- **PROBLEM TO WORK ON**:
In your copy, reproduce the entries exactly as they are, minus the images.

- **THE DATA**:
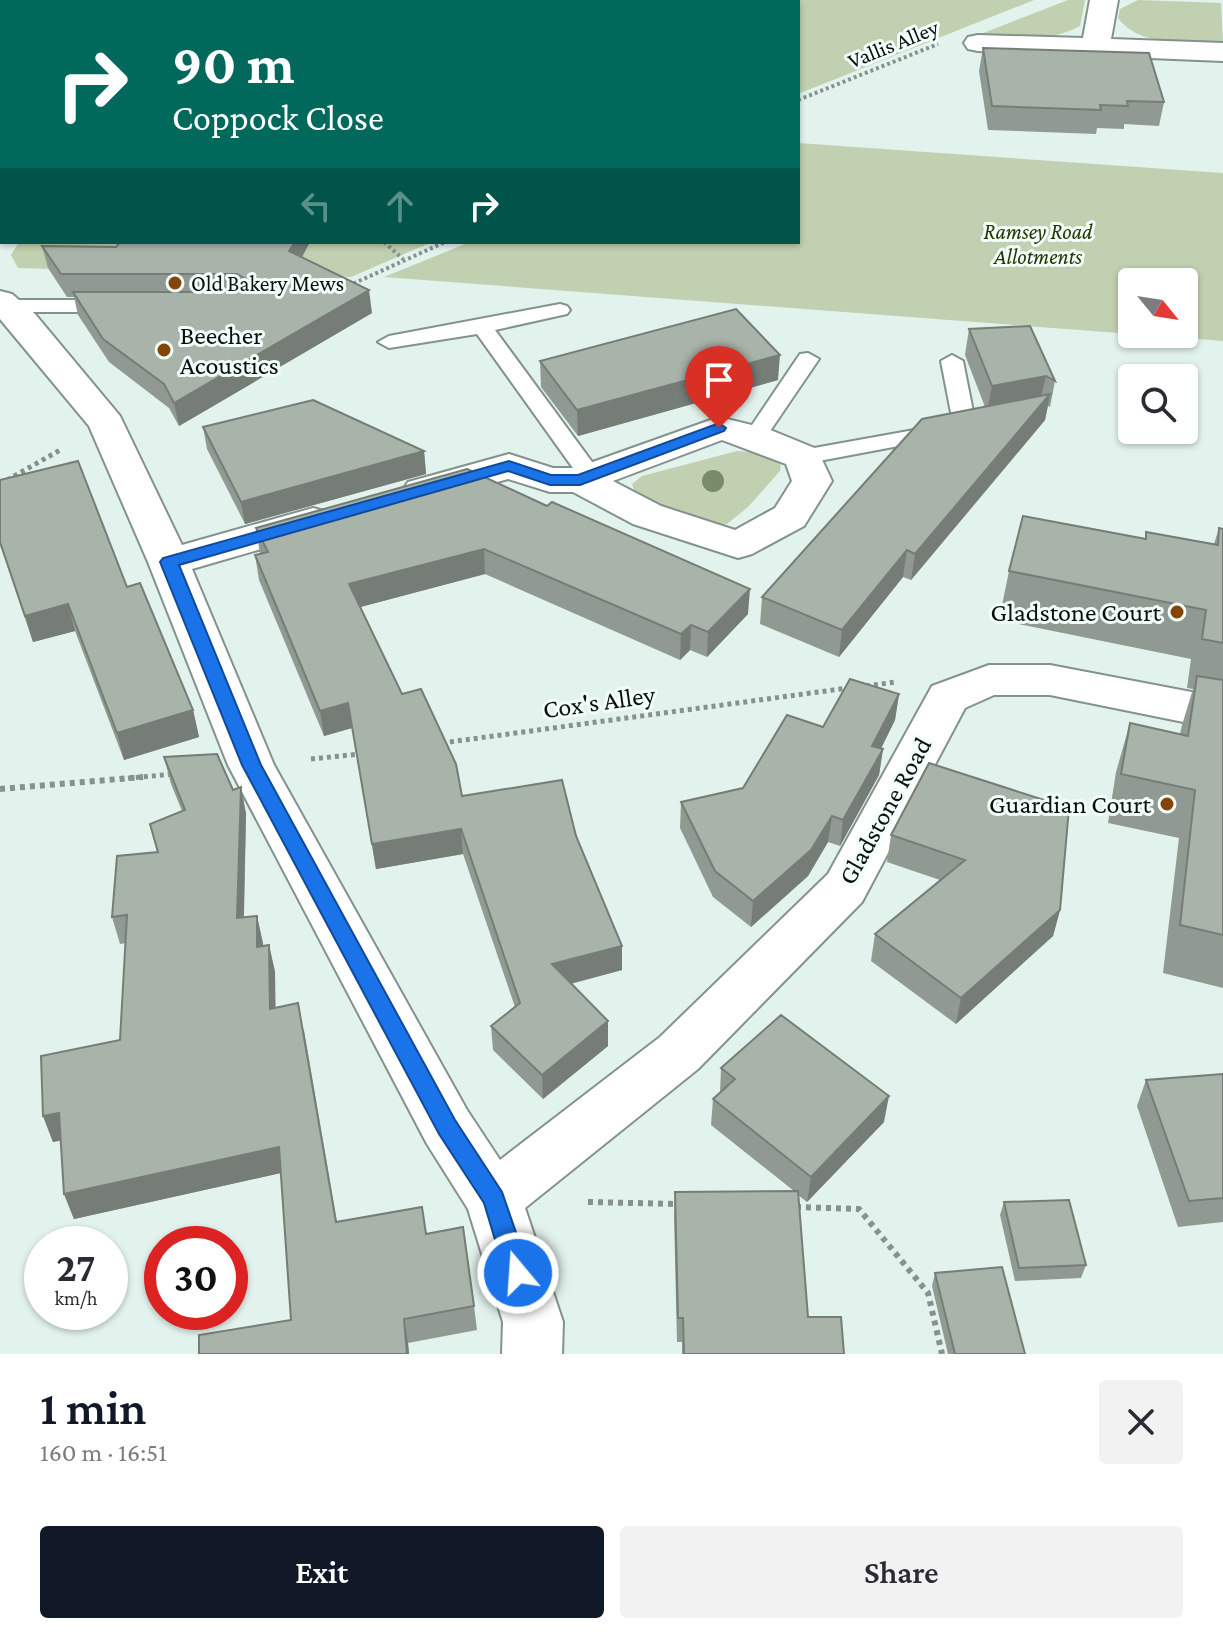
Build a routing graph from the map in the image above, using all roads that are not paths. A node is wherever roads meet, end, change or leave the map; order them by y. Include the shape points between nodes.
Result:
1 (1104, 0) edge
2 (978, 43) dead end
3 (1096, 47) junction
4 (1223, 52) edge
5 (3, 304) edge
6 (131, 306) edge
7 (560, 310) dead end
8 (482, 327) junction
9 (389, 342) dead end
10 (808, 359) dead end
11 (952, 361) dead end
12 (755, 437) junction
13 (803, 457) junction
14 (586, 478) junction
15 (391, 499) edge
16 (346, 512) edge
17 (169, 562) junction
18 (1223, 714) edge
19 (494, 1199) junction
20 (532, 1354) edge

1 - 3 street
2 - 3 street
3 - 4 street
5 - 6 lane
5 - 17 street via 107,424
7 - 8 lane
8 - 9 lane
8 - 14 lane
10 - 12 lane
11 - 13 lane via 973,425
12 - 13 street
12 - 14 street via 719,428
13 - 14 street via 812,481 790,517 738,545 647,515
14 - 15 street via 550,480 509,466
16 - 17 street
17 - 19 street via 251,765 447,1127
18 - 19 street, Gladstone Road via 1050,680 989,680 948,697 845,888 679,1053
19 - 20 street via 533,1322

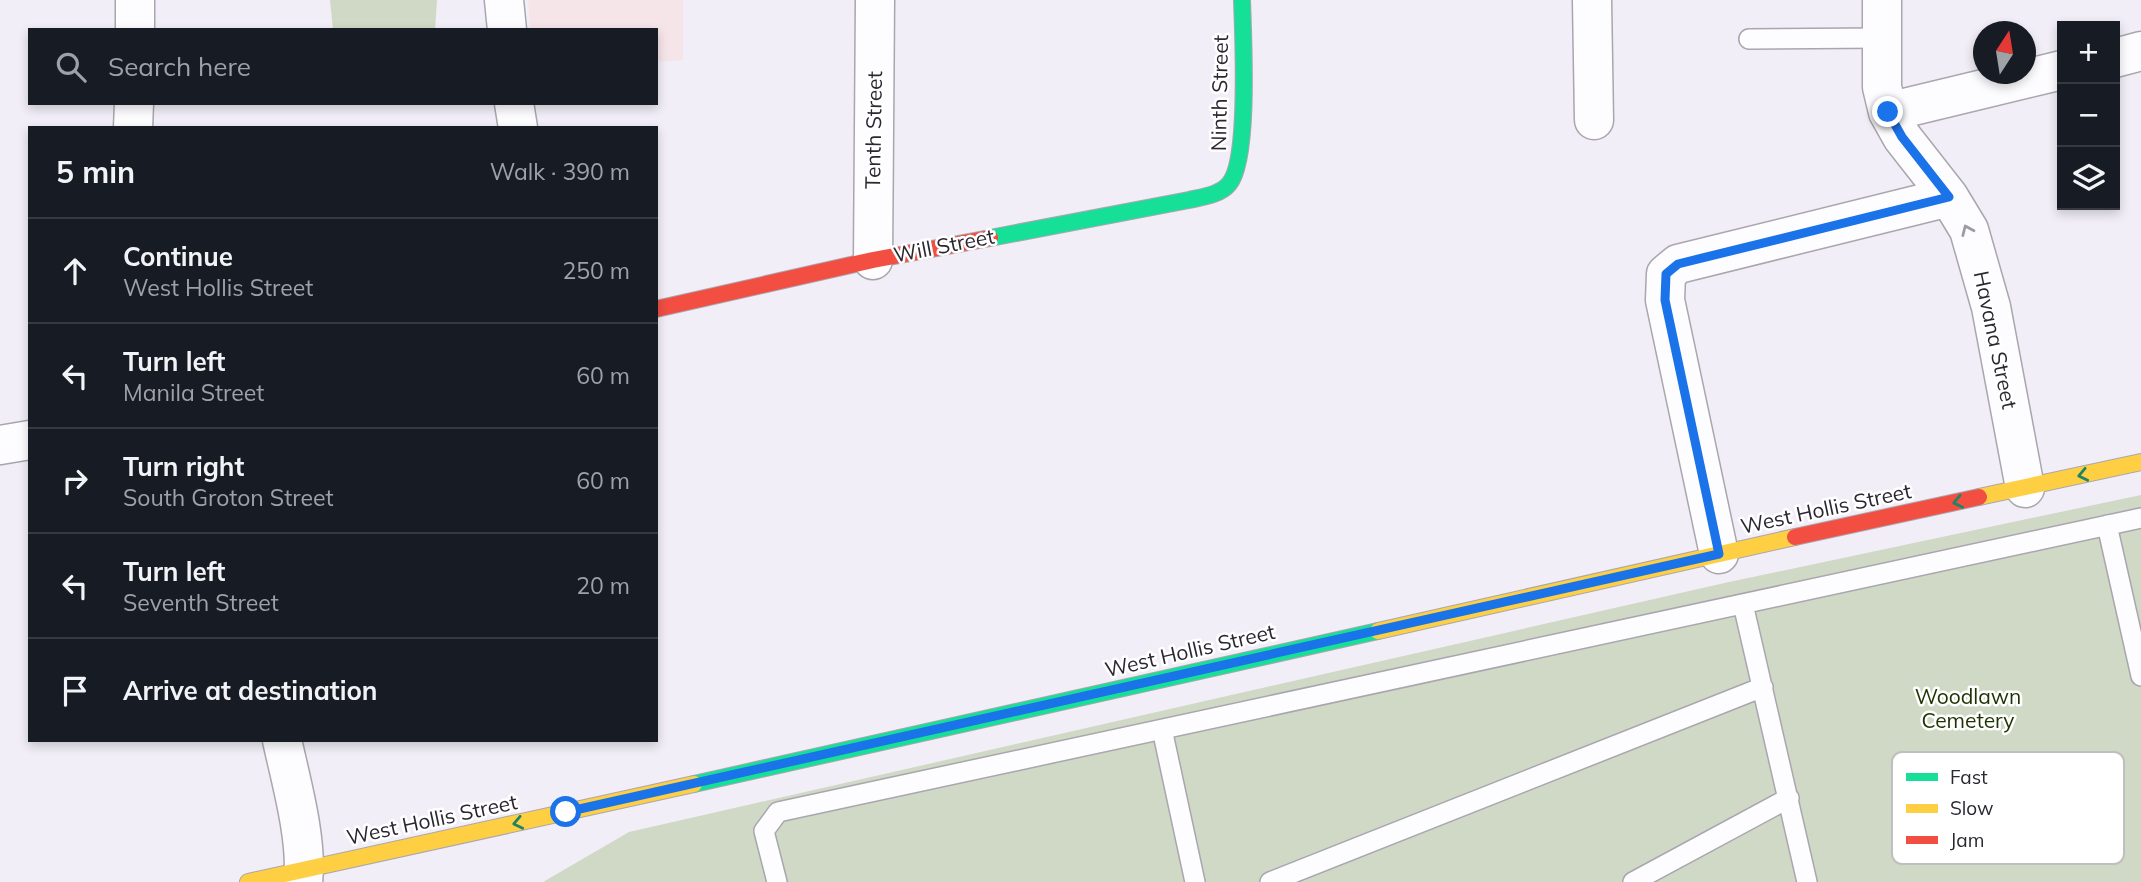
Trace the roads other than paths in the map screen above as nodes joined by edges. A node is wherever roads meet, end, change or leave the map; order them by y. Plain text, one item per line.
1 (135, 0) edge
2 (504, 0) edge
3 (875, 0) edge
4 (1242, 0) edge
5 (1592, 0) edge
6 (1882, 0) edge
7 (135, 28) edge
8 (507, 28) edge
9 (1882, 38) junction
10 (1749, 39) dead end
11 (2141, 51) edge
12 (2120, 57) edge
13 (2057, 71) edge
14 (134, 105) edge
15 (514, 105) edge
16 (1888, 112) junction
17 (1594, 120) dead end
18 (133, 126) edge
19 (518, 126) edge
20 (1231, 184) joint
21 (1949, 197) junction
22 (873, 260) junction
23 (658, 309) edge
24 (28, 440) edge
25 (0, 445) edge
26 (2141, 463) edge
27 (2025, 488) junction
28 (2141, 517) edge
29 (2107, 525) junction
30 (1719, 554) junction
31 (1743, 604) junction
32 (2141, 676) edge
33 (1763, 687) junction
34 (1161, 729) junction
35 (282, 742) edge
36 (1788, 798) junction
37 (304, 876) edge
38 (248, 882) edge
39 (777, 882) edge
40 (1195, 882) edge
41 (1270, 882) edge
42 (1633, 882) edge
43 (1807, 882) edge

1 - 7 street
2 - 8 street
3 - 22 street, Tenth Street
4 - 20 main road, Ninth Street
5 - 17 street
6 - 9 street
9 - 10 lane
9 - 16 street
11 - 12 street
13 - 16 street
14 - 18 street
15 - 19 street
16 - 21 street, Havana Street
20 - 22 main road, Will Street
27 -> 21 street, Havana Street
21 - 30 street
22 - 23 main road, Will Street
24 - 25 street
26 -> 27 main road, West Hollis Street
27 -> 30 main road, West Hollis Street
28 - 29 lane
29 - 31 lane
29 - 32 lane
30 -> 37 main road, West Hollis Street
31 - 33 lane
31 - 34 lane
33 - 36 lane
33 - 41 lane
34 - 39 lane
34 - 40 lane
35 - 37 street
36 - 42 lane
36 - 43 lane
37 - 38 main road, West Hollis Street

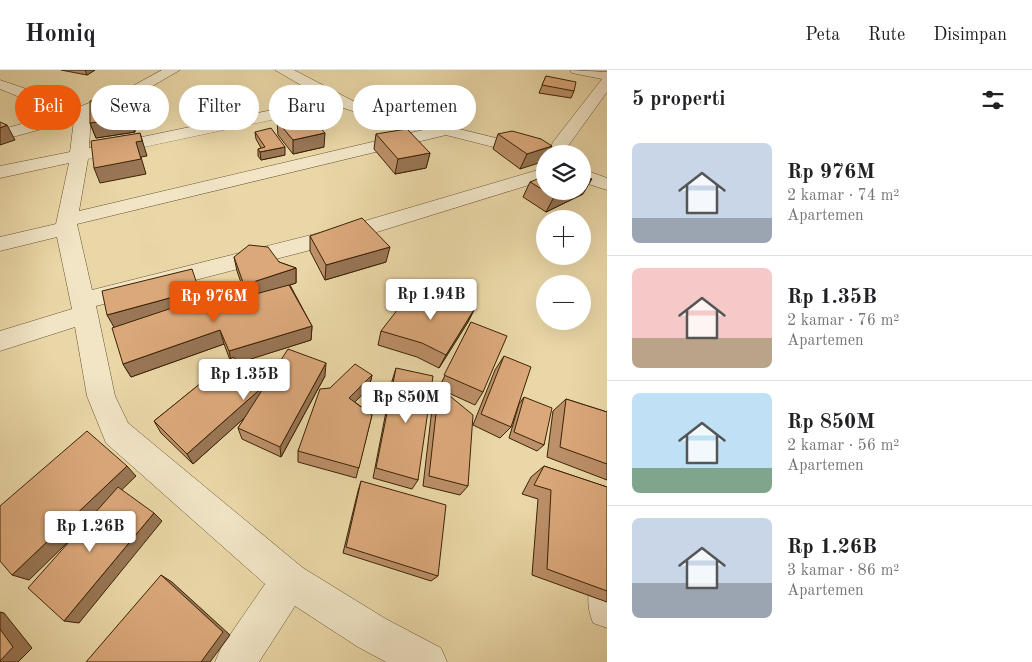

- **EXERCISE RESPONSE**:
Build a routing graph from the map in the image above, using all roads that are not paths. A node is wherever roads meet, end, change or leave the map; order them by y. Include the shape points between nodes.
Result:
1 (1104, 0) edge
2 (978, 43) dead end
3 (1096, 47) junction
4 (1223, 52) edge
5 (3, 304) edge
6 (131, 306) edge
7 (560, 310) dead end
8 (482, 327) junction
9 (389, 342) dead end
10 (808, 359) dead end
11 (952, 361) dead end
12 (755, 437) junction
13 (803, 457) junction
14 (586, 478) junction
15 (391, 499) edge
16 (346, 512) edge
17 (169, 562) junction
18 (1223, 714) edge
19 (494, 1199) junction
20 (532, 1354) edge

1 - 3 street
2 - 3 street
3 - 4 street
5 - 6 lane
5 - 17 street via 107,424
7 - 8 lane
8 - 9 lane
8 - 14 lane
10 - 12 lane
11 - 13 lane via 973,425
12 - 13 street
12 - 14 street via 719,428
13 - 14 street via 812,481 790,517 738,545 647,515
14 - 15 street via 550,480 509,466
16 - 17 street
17 - 19 street via 251,765 447,1127
18 - 19 street, Gladstone Road via 1050,680 989,680 948,697 845,888 679,1053
19 - 20 street via 533,1322

Trace the roads other than paths in the map screen above as nodes joined by edges. A node is wherever roads meet, end, change or leave the map; order them by y. Plain text, one item per line.
1 (135, 0) edge
2 (504, 0) edge
3 (875, 0) edge
4 (1242, 0) edge
5 (1592, 0) edge
6 (1882, 0) edge
7 (135, 28) edge
8 (507, 28) edge
9 (1882, 38) junction
10 (1749, 39) dead end
11 (2141, 51) edge
12 (2120, 57) edge
13 (2057, 71) edge
14 (134, 105) edge
15 (514, 105) edge
16 (1888, 112) junction
17 (1594, 120) dead end
18 (133, 126) edge
19 (518, 126) edge
20 (1231, 184) joint
21 (1949, 197) junction
22 (873, 260) junction
23 (658, 309) edge
24 (28, 440) edge
25 (0, 445) edge
26 (2141, 463) edge
27 (2025, 488) junction
28 (2141, 517) edge
29 (2107, 525) junction
30 (1719, 554) junction
31 (1743, 604) junction
32 (2141, 676) edge
33 (1763, 687) junction
34 (1161, 729) junction
35 (282, 742) edge
36 (1788, 798) junction
37 (304, 876) edge
38 (248, 882) edge
39 (777, 882) edge
40 (1195, 882) edge
41 (1270, 882) edge
42 (1633, 882) edge
43 (1807, 882) edge

1 - 7 street
2 - 8 street
3 - 22 street, Tenth Street
4 - 20 main road, Ninth Street
5 - 17 street
6 - 9 street
9 - 10 lane
9 - 16 street
11 - 12 street
13 - 16 street
14 - 18 street
15 - 19 street
16 - 21 street, Havana Street
20 - 22 main road, Will Street
27 -> 21 street, Havana Street
21 - 30 street
22 - 23 main road, Will Street
24 - 25 street
26 -> 27 main road, West Hollis Street
27 -> 30 main road, West Hollis Street
28 - 29 lane
29 - 31 lane
29 - 32 lane
30 -> 37 main road, West Hollis Street
31 - 33 lane
31 - 34 lane
33 - 36 lane
33 - 41 lane
34 - 39 lane
34 - 40 lane
35 - 37 street
36 - 42 lane
36 - 43 lane
37 - 38 main road, West Hollis Street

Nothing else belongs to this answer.